Stored data
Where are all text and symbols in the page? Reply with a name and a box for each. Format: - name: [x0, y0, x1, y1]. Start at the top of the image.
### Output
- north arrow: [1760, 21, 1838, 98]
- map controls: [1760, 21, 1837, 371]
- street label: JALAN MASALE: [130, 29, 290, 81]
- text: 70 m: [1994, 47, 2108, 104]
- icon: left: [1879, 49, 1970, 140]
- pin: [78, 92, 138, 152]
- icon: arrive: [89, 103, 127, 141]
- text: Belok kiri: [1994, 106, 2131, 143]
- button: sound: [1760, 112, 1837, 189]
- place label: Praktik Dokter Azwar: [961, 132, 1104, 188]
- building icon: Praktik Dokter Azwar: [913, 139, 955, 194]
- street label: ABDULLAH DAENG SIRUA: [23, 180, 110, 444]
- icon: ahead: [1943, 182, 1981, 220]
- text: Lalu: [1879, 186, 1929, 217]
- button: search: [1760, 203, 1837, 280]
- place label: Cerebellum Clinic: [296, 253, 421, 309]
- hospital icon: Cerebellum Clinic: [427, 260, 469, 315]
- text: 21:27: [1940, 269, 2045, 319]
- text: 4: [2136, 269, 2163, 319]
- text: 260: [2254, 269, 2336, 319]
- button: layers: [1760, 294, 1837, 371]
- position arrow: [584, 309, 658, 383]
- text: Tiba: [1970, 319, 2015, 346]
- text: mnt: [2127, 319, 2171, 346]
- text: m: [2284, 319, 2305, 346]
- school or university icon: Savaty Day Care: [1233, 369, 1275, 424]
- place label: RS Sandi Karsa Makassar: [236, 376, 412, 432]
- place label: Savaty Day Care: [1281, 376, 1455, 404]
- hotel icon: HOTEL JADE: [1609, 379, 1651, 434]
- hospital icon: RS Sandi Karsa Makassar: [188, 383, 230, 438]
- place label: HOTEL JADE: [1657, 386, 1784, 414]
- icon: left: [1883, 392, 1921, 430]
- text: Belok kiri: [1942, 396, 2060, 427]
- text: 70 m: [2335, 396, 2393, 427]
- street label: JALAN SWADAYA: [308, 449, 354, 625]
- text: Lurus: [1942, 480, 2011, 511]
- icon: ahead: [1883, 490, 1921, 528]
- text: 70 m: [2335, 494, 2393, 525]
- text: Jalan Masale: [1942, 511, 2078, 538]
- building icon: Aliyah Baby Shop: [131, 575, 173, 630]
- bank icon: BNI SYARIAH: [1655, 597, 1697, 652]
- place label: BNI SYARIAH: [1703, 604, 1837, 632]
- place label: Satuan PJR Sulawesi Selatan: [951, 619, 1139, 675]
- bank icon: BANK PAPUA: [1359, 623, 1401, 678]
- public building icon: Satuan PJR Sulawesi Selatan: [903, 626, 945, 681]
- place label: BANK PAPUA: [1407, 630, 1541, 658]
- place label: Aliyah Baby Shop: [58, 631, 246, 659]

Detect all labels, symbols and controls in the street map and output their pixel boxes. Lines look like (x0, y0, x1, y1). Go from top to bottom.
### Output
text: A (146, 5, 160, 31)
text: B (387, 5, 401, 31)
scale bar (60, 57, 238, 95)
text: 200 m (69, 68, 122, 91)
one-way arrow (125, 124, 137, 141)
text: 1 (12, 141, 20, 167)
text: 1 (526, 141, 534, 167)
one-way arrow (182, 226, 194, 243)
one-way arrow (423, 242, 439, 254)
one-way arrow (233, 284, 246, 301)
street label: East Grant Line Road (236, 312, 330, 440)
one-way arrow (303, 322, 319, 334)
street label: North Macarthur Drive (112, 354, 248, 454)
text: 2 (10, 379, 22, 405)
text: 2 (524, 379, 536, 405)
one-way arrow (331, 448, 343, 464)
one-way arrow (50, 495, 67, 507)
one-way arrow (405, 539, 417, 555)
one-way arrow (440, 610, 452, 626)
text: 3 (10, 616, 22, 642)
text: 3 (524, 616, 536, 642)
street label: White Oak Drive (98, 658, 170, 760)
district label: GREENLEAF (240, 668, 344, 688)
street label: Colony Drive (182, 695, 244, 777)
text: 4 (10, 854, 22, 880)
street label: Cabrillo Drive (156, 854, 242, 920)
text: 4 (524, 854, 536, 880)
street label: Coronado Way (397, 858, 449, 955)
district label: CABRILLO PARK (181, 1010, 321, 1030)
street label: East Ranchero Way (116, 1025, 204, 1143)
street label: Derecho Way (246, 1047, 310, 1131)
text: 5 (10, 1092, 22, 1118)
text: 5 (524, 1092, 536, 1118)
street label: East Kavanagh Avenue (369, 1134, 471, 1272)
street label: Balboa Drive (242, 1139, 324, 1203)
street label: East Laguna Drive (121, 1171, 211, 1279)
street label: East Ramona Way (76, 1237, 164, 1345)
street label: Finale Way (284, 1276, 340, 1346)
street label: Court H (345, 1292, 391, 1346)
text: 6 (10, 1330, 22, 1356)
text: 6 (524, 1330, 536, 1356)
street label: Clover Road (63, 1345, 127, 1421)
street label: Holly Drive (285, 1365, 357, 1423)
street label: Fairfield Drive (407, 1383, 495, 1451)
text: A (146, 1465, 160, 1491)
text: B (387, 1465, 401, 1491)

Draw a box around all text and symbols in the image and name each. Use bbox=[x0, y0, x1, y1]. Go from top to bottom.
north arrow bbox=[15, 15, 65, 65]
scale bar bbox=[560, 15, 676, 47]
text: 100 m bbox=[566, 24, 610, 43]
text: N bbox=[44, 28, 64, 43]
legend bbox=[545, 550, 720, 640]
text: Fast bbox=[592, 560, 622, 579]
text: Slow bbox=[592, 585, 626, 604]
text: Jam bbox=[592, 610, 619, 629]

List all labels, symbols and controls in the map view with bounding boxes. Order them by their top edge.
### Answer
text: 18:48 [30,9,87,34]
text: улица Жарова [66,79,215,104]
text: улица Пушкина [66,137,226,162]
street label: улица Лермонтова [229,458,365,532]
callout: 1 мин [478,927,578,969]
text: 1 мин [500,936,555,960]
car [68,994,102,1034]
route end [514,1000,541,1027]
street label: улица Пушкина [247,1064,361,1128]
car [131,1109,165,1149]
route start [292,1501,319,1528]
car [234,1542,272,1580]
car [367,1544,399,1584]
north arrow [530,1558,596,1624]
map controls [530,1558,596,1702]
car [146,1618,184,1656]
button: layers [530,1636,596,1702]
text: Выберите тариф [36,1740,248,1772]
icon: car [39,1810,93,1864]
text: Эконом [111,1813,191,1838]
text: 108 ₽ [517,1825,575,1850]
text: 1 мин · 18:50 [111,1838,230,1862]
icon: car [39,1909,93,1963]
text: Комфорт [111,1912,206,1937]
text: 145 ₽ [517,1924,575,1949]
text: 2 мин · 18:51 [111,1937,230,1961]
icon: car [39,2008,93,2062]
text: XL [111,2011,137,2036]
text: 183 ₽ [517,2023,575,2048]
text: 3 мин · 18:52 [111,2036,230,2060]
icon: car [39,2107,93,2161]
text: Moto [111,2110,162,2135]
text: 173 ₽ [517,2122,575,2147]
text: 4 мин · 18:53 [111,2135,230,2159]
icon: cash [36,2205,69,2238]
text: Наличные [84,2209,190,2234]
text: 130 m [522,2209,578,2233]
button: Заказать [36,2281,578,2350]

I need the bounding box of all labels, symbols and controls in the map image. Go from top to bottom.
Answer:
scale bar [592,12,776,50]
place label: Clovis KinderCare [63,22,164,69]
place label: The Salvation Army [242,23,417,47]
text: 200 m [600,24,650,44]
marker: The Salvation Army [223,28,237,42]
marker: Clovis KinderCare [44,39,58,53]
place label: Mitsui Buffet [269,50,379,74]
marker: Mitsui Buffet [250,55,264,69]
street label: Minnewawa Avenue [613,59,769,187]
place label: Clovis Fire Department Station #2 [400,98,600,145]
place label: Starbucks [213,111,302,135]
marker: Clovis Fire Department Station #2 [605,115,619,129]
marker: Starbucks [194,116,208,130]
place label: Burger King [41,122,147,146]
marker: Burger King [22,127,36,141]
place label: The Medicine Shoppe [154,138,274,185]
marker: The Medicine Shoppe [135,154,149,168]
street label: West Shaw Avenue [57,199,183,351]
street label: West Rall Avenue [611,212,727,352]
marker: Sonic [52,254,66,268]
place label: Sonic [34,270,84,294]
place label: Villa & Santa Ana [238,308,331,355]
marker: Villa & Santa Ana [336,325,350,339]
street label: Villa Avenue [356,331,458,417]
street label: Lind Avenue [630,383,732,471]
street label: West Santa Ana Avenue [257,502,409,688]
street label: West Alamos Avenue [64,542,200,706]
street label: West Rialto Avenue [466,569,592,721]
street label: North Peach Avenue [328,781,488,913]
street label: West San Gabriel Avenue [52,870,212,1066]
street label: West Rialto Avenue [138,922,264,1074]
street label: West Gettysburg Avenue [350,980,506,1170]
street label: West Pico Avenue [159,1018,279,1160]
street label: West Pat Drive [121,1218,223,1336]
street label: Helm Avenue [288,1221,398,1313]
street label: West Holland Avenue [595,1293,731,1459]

What is being asked
A single number is required: the count of lines in the data that contain the string "kiri".

Exercise solution
2